====== Data records ======

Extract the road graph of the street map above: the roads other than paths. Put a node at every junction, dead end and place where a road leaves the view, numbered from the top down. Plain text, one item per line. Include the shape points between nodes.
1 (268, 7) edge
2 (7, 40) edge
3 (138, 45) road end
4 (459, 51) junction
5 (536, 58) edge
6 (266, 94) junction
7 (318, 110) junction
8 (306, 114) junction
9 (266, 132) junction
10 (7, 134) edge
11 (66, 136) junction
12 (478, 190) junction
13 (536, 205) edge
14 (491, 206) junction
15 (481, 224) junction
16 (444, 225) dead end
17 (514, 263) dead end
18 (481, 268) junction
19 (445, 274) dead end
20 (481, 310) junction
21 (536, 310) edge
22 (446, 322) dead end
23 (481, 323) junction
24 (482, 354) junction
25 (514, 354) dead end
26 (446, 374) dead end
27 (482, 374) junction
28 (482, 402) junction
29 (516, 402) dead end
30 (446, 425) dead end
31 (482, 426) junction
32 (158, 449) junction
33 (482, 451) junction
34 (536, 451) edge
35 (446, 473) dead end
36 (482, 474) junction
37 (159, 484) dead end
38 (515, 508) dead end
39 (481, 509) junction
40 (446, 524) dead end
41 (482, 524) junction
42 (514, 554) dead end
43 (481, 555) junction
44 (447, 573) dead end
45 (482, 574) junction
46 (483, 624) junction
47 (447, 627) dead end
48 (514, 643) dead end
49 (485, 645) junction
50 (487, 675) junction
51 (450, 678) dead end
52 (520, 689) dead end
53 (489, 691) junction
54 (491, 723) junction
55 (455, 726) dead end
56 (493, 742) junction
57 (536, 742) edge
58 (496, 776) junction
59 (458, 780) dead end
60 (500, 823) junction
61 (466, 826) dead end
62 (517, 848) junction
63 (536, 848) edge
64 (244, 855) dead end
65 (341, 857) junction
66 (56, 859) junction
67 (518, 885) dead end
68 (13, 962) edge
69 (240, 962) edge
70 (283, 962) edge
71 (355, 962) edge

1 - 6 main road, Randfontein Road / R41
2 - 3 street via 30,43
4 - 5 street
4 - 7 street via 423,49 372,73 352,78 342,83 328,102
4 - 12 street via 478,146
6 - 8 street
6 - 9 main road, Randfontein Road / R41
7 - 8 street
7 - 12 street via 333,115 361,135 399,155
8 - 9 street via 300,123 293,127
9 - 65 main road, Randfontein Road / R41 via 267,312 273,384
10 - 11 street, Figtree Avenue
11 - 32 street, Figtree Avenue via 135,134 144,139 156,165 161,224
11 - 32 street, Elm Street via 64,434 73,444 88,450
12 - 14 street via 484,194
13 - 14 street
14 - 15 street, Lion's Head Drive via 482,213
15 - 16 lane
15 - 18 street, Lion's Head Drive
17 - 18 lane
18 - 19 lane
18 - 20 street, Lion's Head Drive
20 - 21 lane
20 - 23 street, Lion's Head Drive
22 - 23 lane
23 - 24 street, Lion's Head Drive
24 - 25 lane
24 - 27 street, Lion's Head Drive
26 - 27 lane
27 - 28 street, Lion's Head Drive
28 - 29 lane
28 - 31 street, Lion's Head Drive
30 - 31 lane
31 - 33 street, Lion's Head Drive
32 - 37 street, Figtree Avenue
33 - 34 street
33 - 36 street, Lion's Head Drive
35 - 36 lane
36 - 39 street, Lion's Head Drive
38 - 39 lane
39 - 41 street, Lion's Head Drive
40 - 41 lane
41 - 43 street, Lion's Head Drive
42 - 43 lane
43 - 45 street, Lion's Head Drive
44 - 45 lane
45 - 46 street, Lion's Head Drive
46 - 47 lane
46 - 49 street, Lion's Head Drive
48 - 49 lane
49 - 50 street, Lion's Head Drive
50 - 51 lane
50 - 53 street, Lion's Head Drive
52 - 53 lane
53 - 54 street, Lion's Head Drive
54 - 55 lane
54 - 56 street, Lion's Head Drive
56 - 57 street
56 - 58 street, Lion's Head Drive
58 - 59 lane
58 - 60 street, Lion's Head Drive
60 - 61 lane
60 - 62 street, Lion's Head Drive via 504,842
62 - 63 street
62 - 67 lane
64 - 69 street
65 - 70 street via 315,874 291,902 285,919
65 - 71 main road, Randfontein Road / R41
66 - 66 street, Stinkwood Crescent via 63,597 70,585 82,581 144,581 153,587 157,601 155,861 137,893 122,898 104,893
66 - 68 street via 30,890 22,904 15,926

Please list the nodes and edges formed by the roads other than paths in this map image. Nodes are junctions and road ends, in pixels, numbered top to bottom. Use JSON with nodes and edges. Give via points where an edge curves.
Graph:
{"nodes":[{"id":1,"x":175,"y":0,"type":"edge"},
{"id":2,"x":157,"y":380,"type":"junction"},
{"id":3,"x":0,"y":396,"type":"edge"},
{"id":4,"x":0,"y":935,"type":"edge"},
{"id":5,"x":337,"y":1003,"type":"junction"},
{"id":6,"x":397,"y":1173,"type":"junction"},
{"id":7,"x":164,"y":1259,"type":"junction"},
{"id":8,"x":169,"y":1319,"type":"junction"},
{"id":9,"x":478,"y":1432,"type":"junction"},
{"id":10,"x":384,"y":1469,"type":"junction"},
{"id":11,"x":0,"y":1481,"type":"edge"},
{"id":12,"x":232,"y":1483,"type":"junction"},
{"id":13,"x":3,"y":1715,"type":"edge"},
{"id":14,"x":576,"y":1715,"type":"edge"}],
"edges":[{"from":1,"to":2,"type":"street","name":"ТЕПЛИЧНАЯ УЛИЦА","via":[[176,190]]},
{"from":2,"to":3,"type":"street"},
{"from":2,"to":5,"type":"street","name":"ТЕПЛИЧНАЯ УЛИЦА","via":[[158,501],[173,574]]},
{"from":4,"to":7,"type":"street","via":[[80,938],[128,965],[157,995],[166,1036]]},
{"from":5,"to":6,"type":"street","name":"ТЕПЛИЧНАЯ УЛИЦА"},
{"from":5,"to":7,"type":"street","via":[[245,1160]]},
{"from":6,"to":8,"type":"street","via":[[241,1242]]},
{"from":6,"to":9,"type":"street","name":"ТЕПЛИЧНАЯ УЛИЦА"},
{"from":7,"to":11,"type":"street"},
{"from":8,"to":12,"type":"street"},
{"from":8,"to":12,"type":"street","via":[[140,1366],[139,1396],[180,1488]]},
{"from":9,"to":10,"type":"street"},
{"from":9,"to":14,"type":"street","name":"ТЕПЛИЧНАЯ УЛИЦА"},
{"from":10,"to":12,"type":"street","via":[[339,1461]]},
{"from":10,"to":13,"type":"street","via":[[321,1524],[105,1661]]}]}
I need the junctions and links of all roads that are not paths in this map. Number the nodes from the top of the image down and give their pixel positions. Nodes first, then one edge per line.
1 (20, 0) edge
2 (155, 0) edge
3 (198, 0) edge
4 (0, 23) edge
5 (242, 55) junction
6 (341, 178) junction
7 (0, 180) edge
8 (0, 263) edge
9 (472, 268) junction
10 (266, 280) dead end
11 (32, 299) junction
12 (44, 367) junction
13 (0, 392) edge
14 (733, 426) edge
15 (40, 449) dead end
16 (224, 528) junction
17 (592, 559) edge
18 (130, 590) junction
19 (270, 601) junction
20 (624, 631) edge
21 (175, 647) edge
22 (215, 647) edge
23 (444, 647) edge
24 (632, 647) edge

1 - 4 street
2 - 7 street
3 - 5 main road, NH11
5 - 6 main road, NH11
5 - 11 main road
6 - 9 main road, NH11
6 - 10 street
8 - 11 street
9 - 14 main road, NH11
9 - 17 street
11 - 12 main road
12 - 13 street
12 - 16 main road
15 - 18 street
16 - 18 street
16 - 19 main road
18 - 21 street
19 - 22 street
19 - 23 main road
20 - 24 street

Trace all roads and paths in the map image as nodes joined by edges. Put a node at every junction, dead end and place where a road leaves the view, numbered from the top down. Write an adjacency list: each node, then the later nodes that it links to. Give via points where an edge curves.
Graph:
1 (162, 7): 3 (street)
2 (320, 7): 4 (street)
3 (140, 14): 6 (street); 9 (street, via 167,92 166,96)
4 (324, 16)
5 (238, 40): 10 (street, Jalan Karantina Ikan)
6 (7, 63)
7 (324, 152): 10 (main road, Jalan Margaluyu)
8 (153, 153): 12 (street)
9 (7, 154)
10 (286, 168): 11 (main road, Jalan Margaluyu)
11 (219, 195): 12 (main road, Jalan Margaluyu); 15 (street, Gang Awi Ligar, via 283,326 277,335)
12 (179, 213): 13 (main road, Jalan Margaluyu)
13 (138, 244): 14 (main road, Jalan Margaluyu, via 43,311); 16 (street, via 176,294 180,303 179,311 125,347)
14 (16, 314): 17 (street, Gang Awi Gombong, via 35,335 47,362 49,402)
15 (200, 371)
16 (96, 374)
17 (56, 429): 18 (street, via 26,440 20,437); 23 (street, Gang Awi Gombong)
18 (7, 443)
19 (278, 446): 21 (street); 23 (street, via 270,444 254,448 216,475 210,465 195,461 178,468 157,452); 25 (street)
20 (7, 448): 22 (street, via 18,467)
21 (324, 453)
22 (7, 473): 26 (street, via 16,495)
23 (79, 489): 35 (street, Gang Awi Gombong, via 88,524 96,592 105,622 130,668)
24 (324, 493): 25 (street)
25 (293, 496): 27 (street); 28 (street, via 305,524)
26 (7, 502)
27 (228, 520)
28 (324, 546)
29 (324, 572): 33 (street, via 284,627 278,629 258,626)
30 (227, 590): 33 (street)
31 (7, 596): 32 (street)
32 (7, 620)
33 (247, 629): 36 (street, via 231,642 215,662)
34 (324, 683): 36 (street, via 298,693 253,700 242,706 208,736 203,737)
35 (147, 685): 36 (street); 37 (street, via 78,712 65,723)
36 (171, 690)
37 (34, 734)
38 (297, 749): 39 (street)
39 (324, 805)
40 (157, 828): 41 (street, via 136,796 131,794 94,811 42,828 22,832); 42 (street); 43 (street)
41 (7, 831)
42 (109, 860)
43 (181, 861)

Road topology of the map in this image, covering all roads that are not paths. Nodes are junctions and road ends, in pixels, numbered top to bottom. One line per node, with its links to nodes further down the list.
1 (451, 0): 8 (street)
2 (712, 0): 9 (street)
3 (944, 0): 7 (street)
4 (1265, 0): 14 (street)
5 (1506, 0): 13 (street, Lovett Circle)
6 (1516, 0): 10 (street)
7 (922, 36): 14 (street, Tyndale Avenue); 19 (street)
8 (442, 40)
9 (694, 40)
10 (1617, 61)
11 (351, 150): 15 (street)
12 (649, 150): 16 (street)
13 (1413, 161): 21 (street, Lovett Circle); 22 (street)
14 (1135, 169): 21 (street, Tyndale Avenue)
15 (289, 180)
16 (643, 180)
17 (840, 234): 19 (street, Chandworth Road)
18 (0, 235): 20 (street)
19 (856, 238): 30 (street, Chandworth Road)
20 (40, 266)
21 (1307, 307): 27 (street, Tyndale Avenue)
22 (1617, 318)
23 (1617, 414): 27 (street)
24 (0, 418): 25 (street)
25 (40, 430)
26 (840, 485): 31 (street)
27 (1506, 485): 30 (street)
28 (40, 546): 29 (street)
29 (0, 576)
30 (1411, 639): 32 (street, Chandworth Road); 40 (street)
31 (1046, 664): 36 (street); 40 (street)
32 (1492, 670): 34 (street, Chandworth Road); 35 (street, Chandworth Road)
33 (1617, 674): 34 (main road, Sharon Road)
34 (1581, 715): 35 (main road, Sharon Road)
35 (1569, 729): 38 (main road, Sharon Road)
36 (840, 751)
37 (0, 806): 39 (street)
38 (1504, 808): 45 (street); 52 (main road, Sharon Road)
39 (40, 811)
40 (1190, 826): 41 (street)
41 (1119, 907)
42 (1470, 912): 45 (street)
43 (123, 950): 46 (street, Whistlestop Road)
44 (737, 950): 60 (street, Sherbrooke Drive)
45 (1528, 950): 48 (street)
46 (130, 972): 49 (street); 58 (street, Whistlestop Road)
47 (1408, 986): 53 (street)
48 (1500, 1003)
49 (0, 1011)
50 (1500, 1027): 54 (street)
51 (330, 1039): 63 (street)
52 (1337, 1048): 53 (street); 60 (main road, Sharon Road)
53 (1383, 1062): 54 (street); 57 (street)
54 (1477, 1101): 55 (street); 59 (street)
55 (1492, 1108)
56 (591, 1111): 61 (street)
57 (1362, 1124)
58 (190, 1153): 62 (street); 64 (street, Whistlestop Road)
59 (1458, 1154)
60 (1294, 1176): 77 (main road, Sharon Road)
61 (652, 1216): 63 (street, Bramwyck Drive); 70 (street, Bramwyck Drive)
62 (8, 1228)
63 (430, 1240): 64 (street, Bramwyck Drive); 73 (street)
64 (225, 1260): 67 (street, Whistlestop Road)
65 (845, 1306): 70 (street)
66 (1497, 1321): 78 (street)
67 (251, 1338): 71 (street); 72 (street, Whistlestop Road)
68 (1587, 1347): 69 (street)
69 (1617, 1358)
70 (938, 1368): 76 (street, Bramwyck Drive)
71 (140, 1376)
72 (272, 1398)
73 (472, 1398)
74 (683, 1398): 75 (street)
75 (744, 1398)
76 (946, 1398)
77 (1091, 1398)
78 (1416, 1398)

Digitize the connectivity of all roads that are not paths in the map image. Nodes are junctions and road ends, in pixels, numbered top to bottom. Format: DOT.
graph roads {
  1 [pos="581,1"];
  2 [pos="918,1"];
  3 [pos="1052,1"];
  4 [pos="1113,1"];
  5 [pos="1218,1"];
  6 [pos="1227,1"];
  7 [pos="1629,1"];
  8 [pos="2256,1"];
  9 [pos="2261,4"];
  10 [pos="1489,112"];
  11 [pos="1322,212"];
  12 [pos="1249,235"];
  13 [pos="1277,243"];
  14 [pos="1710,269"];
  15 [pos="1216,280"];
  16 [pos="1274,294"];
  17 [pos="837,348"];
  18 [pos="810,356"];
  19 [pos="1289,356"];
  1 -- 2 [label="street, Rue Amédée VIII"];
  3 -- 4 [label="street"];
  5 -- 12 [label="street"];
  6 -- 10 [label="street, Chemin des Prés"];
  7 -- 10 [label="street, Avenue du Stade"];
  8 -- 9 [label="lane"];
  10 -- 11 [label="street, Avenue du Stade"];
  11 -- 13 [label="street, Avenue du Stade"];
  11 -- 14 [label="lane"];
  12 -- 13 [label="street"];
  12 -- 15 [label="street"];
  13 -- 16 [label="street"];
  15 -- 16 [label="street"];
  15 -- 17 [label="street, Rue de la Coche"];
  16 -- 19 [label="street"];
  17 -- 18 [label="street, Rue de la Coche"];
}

======

■ Work required: Copy each line of the material where "Chandworth" is found.

■ Problem solution:
17 (840, 234): 19 (street, Chandworth Road)
19 (856, 238): 30 (street, Chandworth Road)
30 (1411, 639): 32 (street, Chandworth Road); 40 (street)
32 (1492, 670): 34 (street, Chandworth Road); 35 (street, Chandworth Road)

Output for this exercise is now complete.